The U2 lead singer’s visit comes as the Obama administration and congressional leaders try to forge a deal in coming weeks to avoid the economy hitting the “fiscal cliff” – tax increases and spending cuts worth $ 600 billion starting in January if Congress does not act.
Analysts say the absence of a deal could shock the United States, the world’s biggest economy, back into recession.
Kathy McKiernan, spokeswoman for the ONE Campaign, said Bono will hold talks with congressional lawmakers and senior Obama administration officials during the November 12-14 visit.
During meetings he will stress the effectiveness of U.S. foreign assistance programs and the need to preserve them to avoid putting at risk progress made in fighting HIV/AIDS, tuberculosis and malaria, she said.

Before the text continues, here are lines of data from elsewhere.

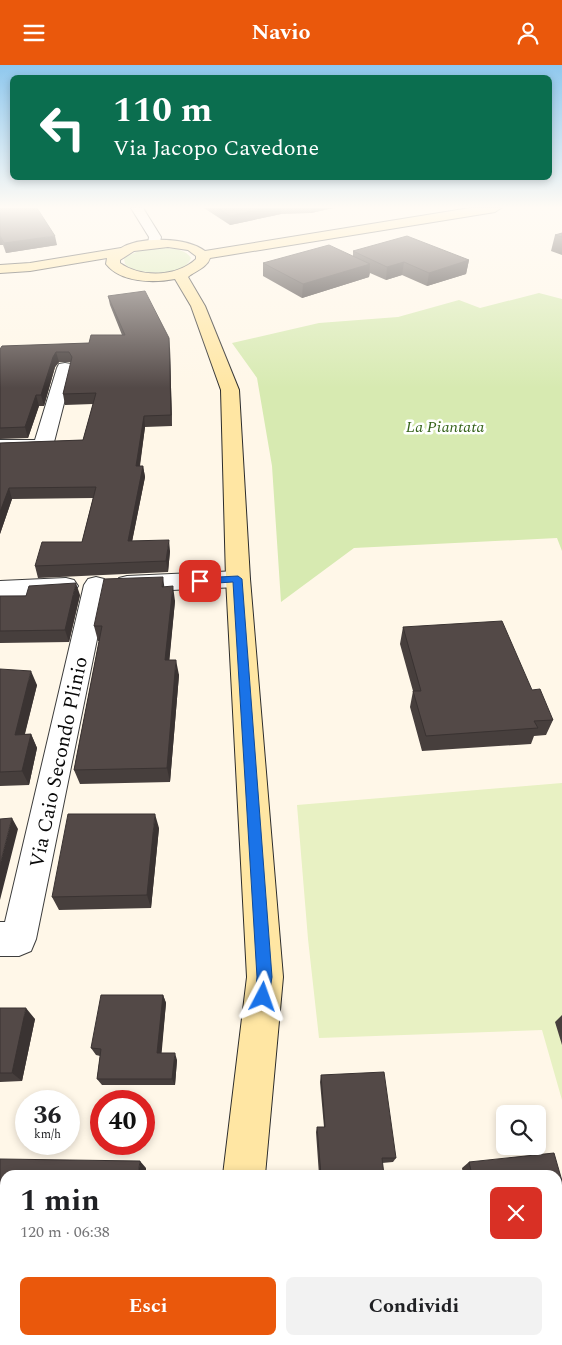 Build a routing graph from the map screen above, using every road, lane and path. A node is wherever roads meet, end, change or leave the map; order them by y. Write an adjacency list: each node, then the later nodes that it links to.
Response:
1 (19, 268): 3 (street)
2 (194, 268): 5 (street)
3 (0, 269)
4 (118, 270): 6 (street); 7 (street)
5 (182, 273): 6 (street); 8 (street)
6 (144, 277): 8 (street)
7 (0, 279)
8 (198, 306): 11 (street)
9 (65, 368): 10 (street)
10 (0, 446)
11 (238, 579): 12 (street); 15 (street)
12 (96, 585): 13 (street); 14 (street, Via Caio Secondo Plinio)
13 (0, 589)
14 (9, 939)
15 (245, 1170) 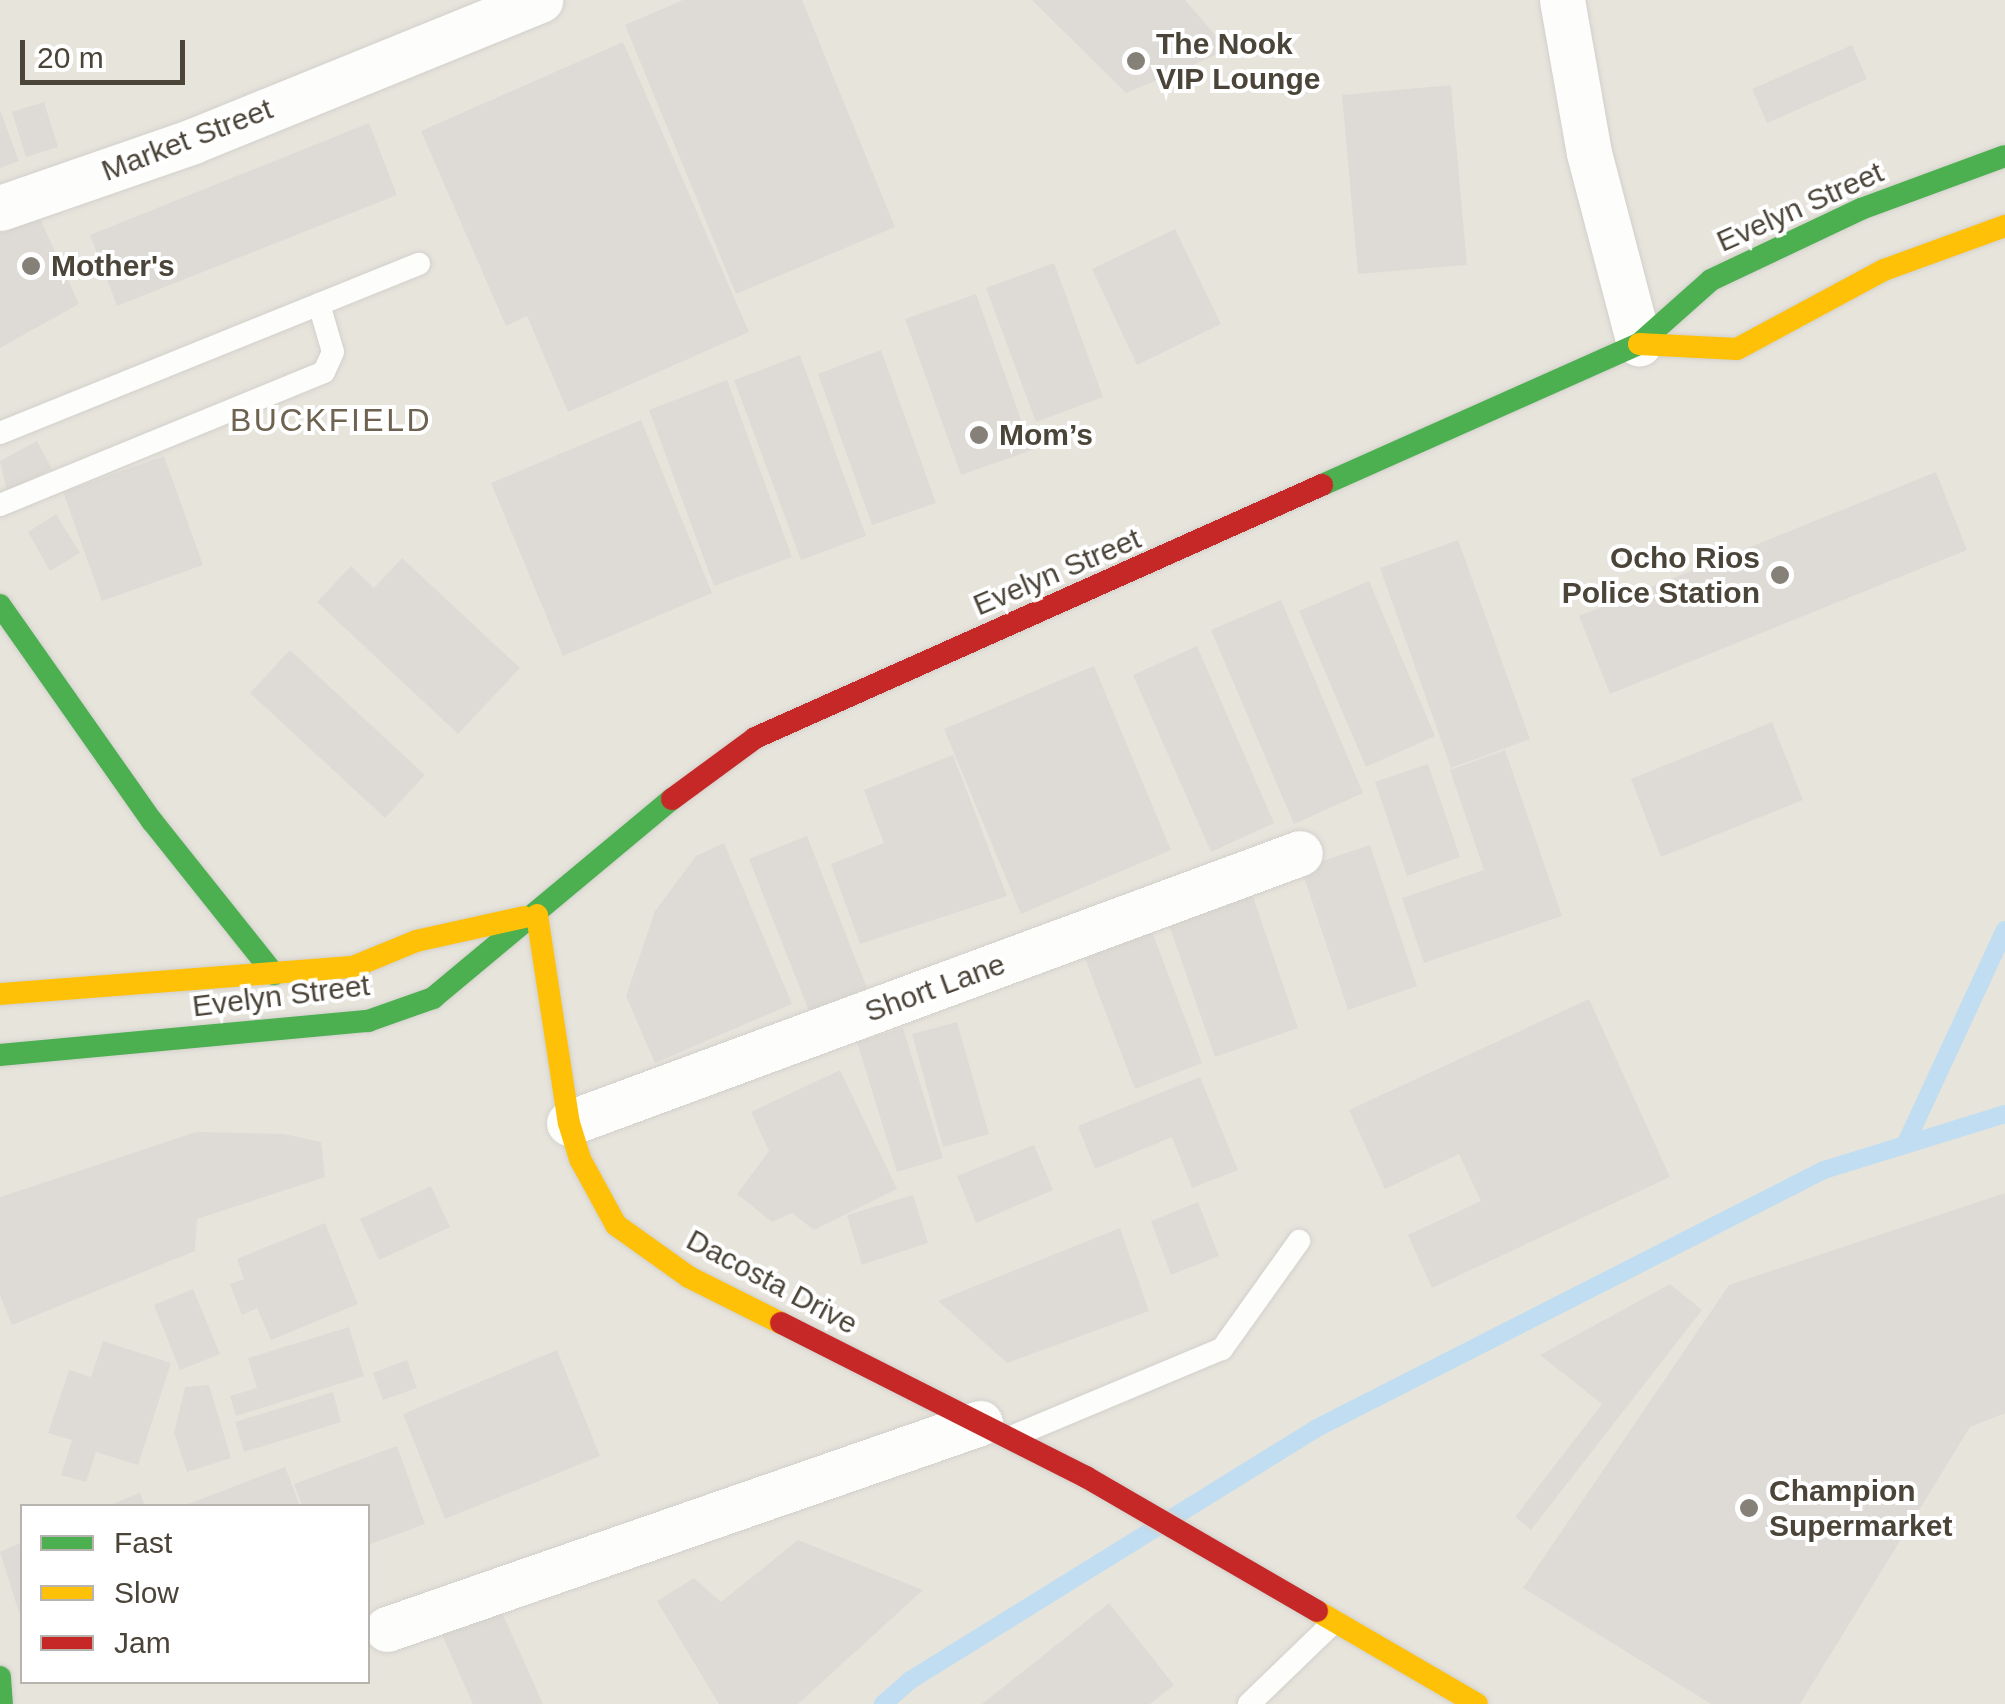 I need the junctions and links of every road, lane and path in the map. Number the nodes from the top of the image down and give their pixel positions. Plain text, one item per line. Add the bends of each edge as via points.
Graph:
1 (540, 0) edge
2 (1562, 0) edge
3 (2005, 156) edge
4 (0, 208) edge
5 (2005, 226) edge
6 (419, 264) dead end
7 (320, 304) junction
8 (1639, 344) junction
9 (0, 432) edge
10 (0, 505) edge
11 (0, 605) edge
12 (1300, 853) dead end
13 (537, 914) junction
14 (274, 974) junction
15 (0, 994) edge
16 (0, 1055) edge
17 (569, 1123) junction
18 (1299, 1241) dead end
19 (994, 1431) junction
20 (1332, 1623) junction
21 (387, 1629) dead end
22 (0, 1677) edge
23 (2, 1704) edge
24 (1250, 1704) edge
25 (1477, 1704) edge

1 - 4 street, Market Street via 193,140
2 - 8 street via 1588,153
3 - 8 street, Evelyn Street via 1861,209 1711,280
5 - 8 street, Evelyn Street via 1884,270 1737,349
6 - 7 lane
7 - 9 lane
7 - 10 lane via 333,352 324,372
8 - 13 street, Evelyn Street via 755,738 635,826
11 - 14 street via 152,821
12 - 17 street, Short Lane
13 - 14 street, Evelyn Street via 416,940 353,967
13 - 16 street, Evelyn Street via 433,998 368,1021
13 - 17 street, Dacosta Drive
14 - 15 street, Evelyn Street
17 - 19 street, Dacosta Drive via 580,1159 616,1225 689,1278
18 - 19 lane via 1222,1349
19 - 20 street, Dacosta Drive via 1086,1476
19 - 21 street
20 - 24 lane
20 - 25 street
22 - 23 street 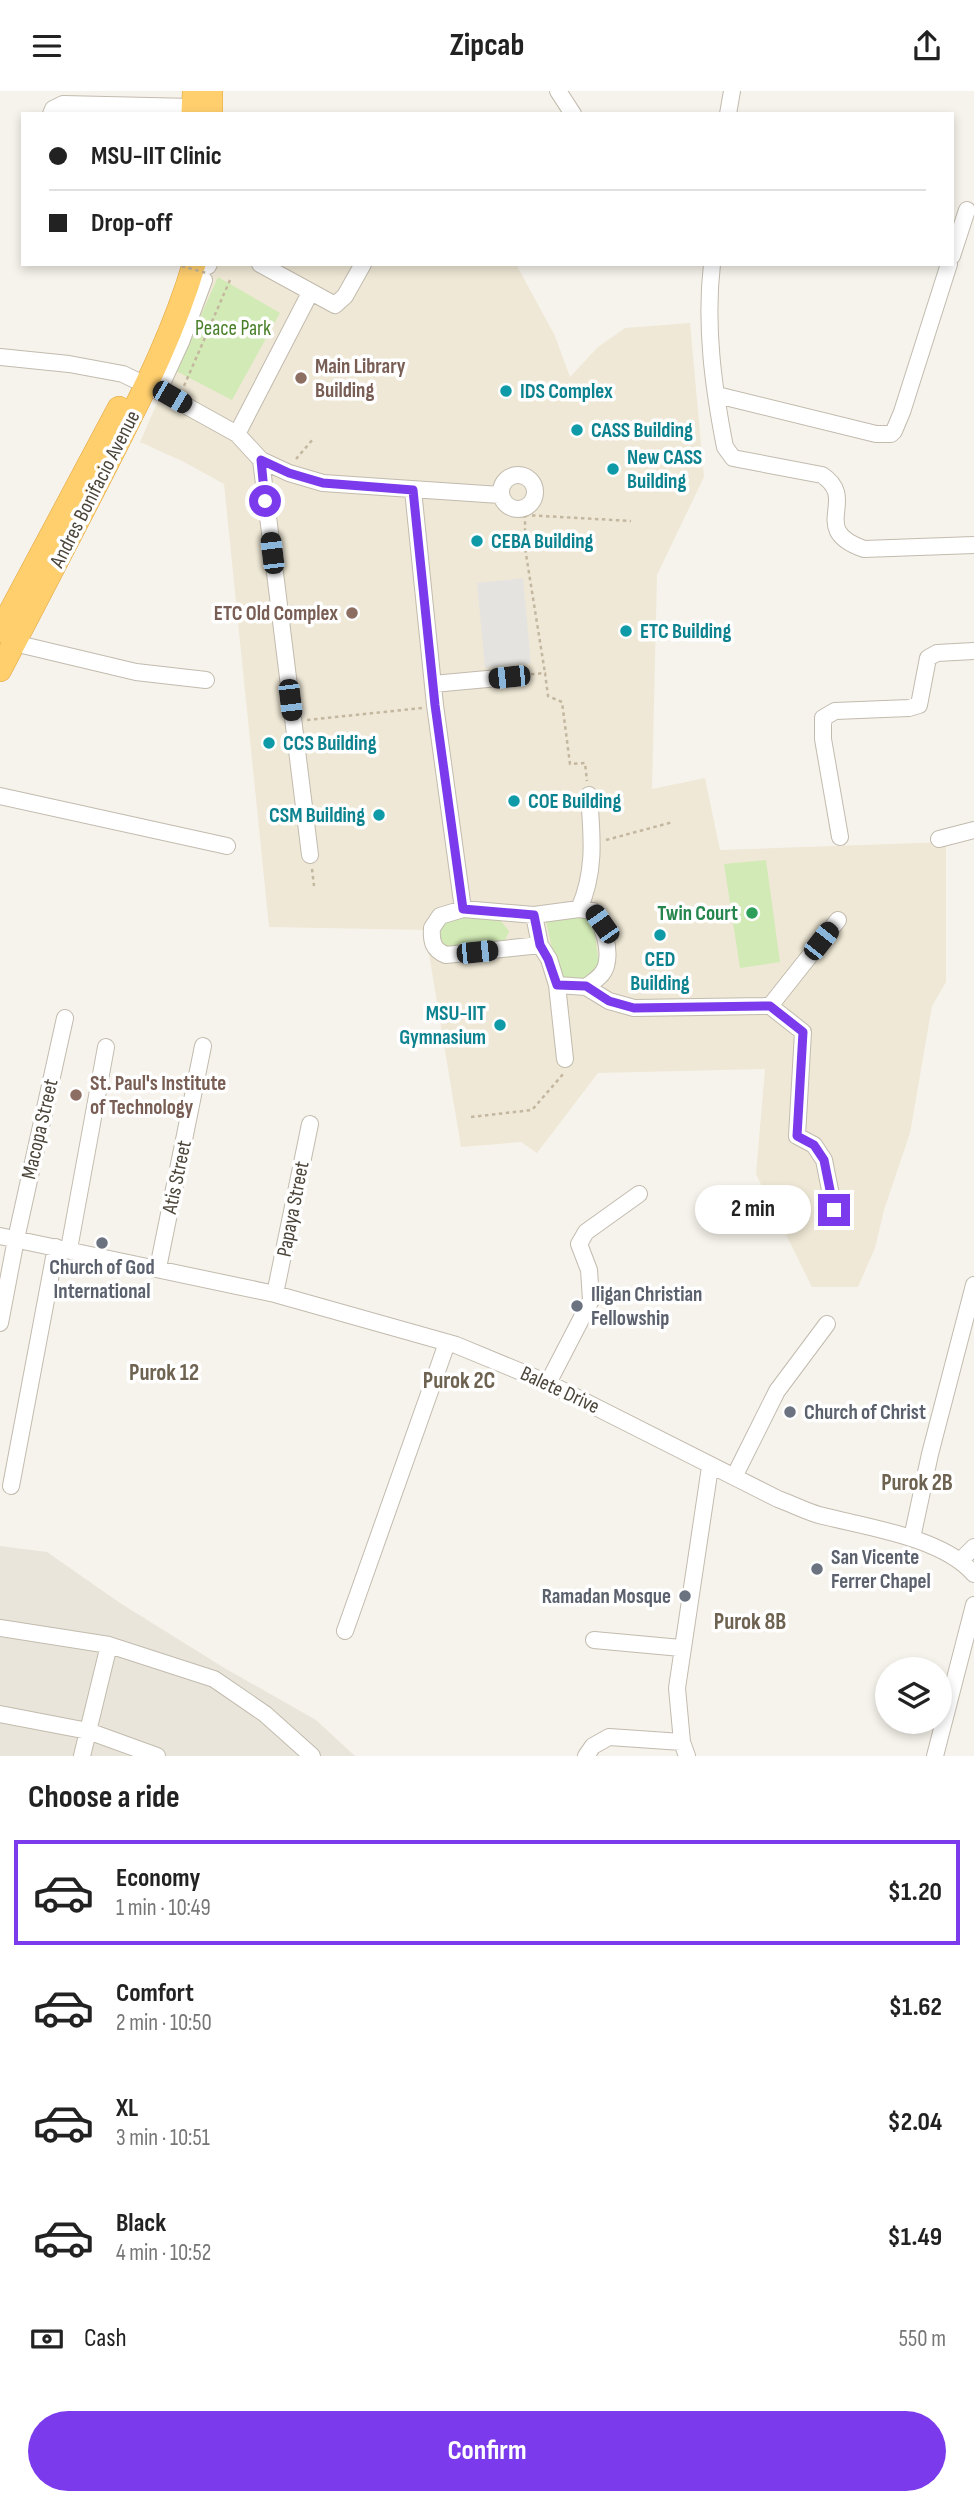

Bono, a long-time advocate for the poor, will argue that U.S. government-funded schemes that support life-saving treatments for HIV/AIDS sufferers, nutrition programs for malnourished children, and emergency food aid make up just 1 percent of the U.S. government budget but are helping to save tens of millions of lives in impoverished nations.
The One Campaign would not elaborate which lawmakers and senior Obama administration officials Bono will meet.
On Monday, Bono will discuss the power of social movements with students at Georgetown University. He will also meet new World Bank President Jim Yong Kim for a web cast discussion on Wednesday on the challenges of eradicating poverty.